Segment Start: DATA FOR THIS EXERCISE

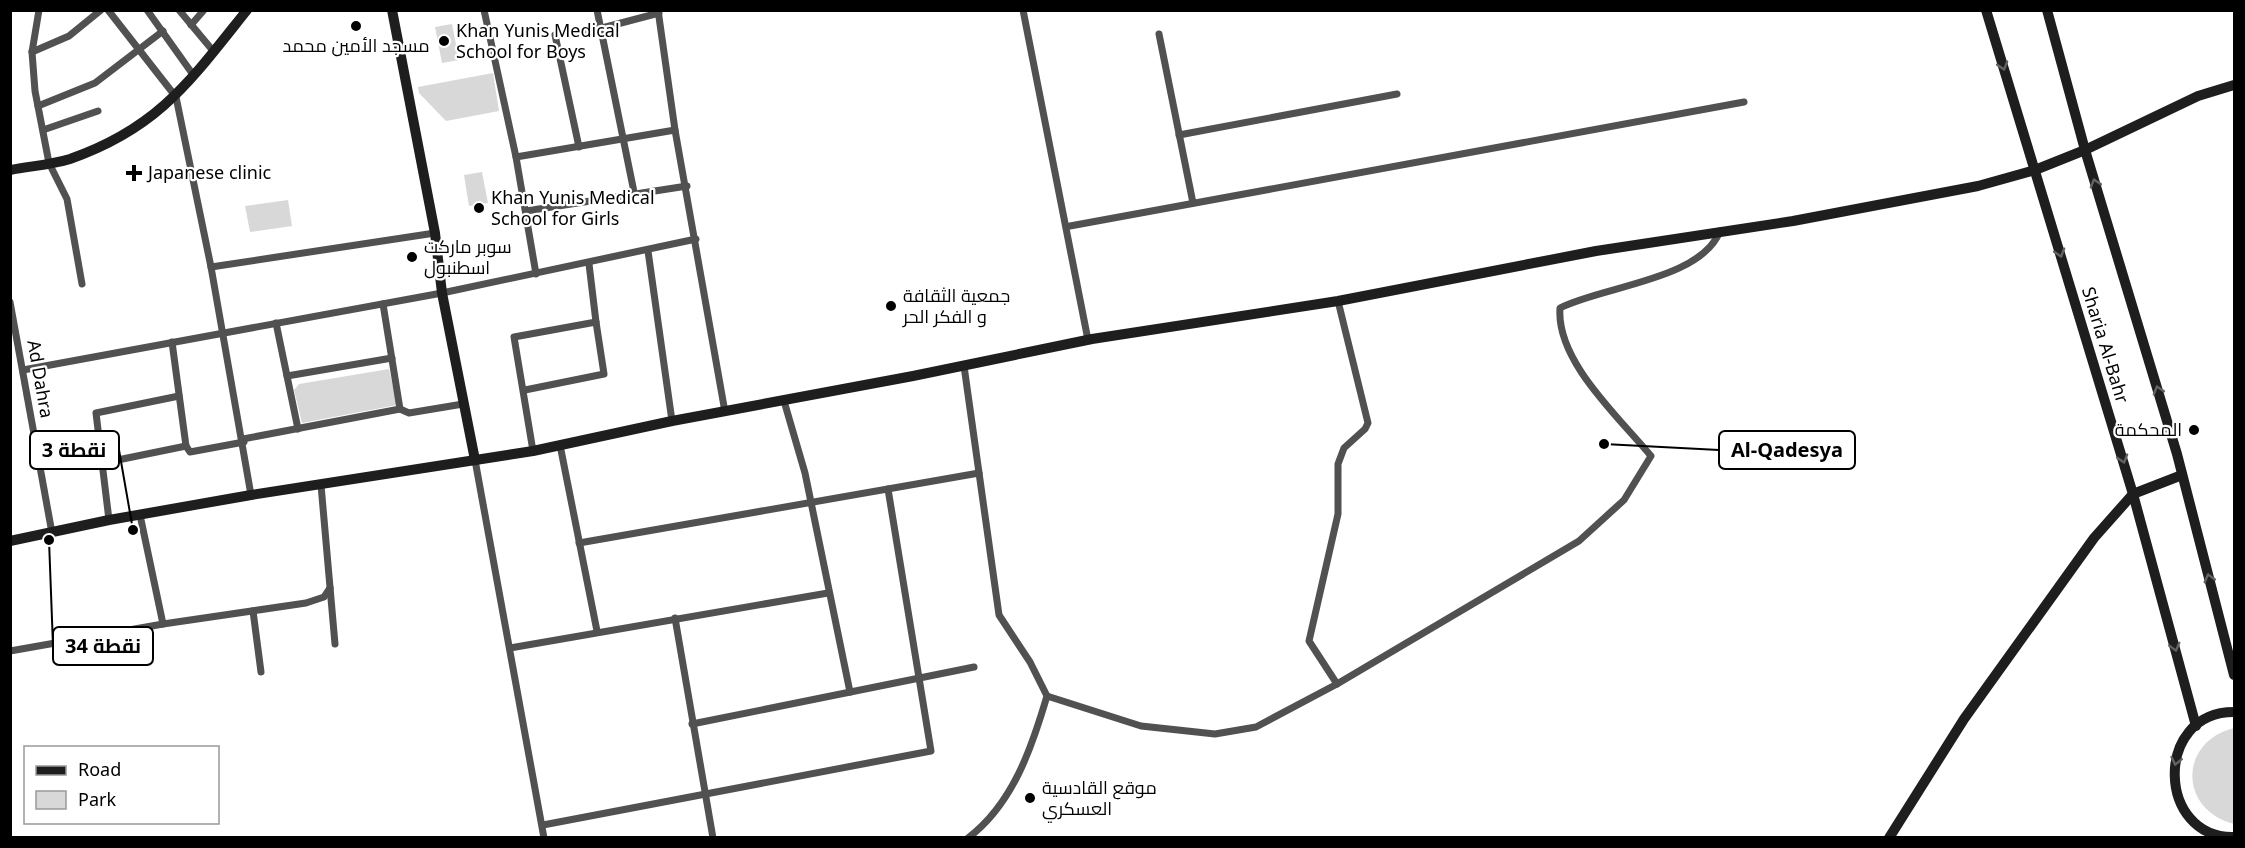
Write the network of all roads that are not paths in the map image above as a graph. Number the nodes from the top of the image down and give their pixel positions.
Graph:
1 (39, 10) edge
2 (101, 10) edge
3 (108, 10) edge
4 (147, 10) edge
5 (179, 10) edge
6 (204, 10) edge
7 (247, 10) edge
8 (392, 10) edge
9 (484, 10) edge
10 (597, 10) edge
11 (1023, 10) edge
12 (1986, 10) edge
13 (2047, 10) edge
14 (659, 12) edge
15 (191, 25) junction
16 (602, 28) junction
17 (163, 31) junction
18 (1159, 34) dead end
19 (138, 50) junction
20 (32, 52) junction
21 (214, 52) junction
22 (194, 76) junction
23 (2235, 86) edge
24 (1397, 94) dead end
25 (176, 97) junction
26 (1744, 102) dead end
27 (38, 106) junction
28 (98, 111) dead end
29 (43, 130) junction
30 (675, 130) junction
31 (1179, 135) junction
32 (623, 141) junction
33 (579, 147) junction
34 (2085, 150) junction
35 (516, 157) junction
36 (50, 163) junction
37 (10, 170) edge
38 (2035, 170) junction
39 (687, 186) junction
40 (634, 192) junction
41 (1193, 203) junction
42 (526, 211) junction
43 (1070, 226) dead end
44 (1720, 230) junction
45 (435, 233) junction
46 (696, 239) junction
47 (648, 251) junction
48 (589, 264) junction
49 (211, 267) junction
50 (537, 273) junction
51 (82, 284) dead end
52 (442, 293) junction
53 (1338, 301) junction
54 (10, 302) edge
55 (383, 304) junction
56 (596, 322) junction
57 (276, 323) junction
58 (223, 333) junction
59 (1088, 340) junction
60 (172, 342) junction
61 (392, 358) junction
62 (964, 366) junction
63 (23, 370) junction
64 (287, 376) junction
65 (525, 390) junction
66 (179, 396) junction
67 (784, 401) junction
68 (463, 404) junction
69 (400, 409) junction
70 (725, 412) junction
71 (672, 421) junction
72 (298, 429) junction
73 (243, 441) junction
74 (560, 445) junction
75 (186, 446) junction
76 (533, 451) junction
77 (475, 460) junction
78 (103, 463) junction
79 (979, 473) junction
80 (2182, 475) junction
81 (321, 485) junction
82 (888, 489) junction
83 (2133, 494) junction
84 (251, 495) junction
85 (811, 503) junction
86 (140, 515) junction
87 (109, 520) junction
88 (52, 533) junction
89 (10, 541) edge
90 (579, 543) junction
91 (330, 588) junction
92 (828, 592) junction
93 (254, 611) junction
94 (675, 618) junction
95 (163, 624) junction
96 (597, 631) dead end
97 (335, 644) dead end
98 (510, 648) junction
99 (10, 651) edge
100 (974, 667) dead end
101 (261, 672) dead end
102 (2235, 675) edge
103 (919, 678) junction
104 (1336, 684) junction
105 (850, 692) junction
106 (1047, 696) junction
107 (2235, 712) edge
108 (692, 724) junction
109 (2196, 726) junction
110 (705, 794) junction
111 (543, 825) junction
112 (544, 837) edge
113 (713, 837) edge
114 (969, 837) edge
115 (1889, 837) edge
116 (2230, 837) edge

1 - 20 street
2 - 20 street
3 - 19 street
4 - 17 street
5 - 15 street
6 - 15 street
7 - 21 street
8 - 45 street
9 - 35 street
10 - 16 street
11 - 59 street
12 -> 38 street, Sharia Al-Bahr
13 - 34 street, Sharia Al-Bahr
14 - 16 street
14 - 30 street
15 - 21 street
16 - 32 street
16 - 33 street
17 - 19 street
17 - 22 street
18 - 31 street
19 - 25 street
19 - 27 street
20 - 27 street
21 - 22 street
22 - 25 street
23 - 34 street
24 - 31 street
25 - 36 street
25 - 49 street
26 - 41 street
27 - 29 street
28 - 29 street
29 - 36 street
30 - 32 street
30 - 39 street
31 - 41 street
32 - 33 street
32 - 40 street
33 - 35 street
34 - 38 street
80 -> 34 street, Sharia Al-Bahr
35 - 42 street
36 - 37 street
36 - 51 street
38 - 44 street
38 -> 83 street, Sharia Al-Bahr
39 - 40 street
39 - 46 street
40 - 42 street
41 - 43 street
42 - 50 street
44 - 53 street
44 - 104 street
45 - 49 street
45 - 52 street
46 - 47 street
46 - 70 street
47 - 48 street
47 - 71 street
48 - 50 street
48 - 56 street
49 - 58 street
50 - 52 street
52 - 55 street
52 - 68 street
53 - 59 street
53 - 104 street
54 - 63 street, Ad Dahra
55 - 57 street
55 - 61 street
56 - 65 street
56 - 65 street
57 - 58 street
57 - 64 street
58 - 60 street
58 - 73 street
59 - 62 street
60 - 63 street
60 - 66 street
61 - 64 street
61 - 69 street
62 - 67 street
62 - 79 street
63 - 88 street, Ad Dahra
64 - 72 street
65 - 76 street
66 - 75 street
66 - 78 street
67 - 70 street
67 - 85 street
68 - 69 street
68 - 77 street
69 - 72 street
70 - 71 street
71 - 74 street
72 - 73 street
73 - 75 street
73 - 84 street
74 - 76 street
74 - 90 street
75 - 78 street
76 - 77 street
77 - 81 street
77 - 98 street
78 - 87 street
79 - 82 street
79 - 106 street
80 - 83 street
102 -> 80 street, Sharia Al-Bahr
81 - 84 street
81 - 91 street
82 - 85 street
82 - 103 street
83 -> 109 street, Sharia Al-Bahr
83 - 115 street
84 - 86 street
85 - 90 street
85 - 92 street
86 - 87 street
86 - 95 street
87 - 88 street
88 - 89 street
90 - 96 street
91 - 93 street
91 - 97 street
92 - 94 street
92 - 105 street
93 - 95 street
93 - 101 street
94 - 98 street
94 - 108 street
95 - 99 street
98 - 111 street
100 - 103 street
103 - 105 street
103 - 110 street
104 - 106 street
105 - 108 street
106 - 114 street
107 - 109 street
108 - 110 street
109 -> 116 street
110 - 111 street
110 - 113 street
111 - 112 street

Segment End: DATA FOR THIS EXERCISE

_THE PROBLEM_
Take each line of the material that contains the word "Bahr" and list it.

_SOLUTION TO THE PROBLEM_
12 -> 38 street, Sharia Al-Bahr
13 - 34 street, Sharia Al-Bahr
80 -> 34 street, Sharia Al-Bahr
38 -> 83 street, Sharia Al-Bahr
102 -> 80 street, Sharia Al-Bahr
83 -> 109 street, Sharia Al-Bahr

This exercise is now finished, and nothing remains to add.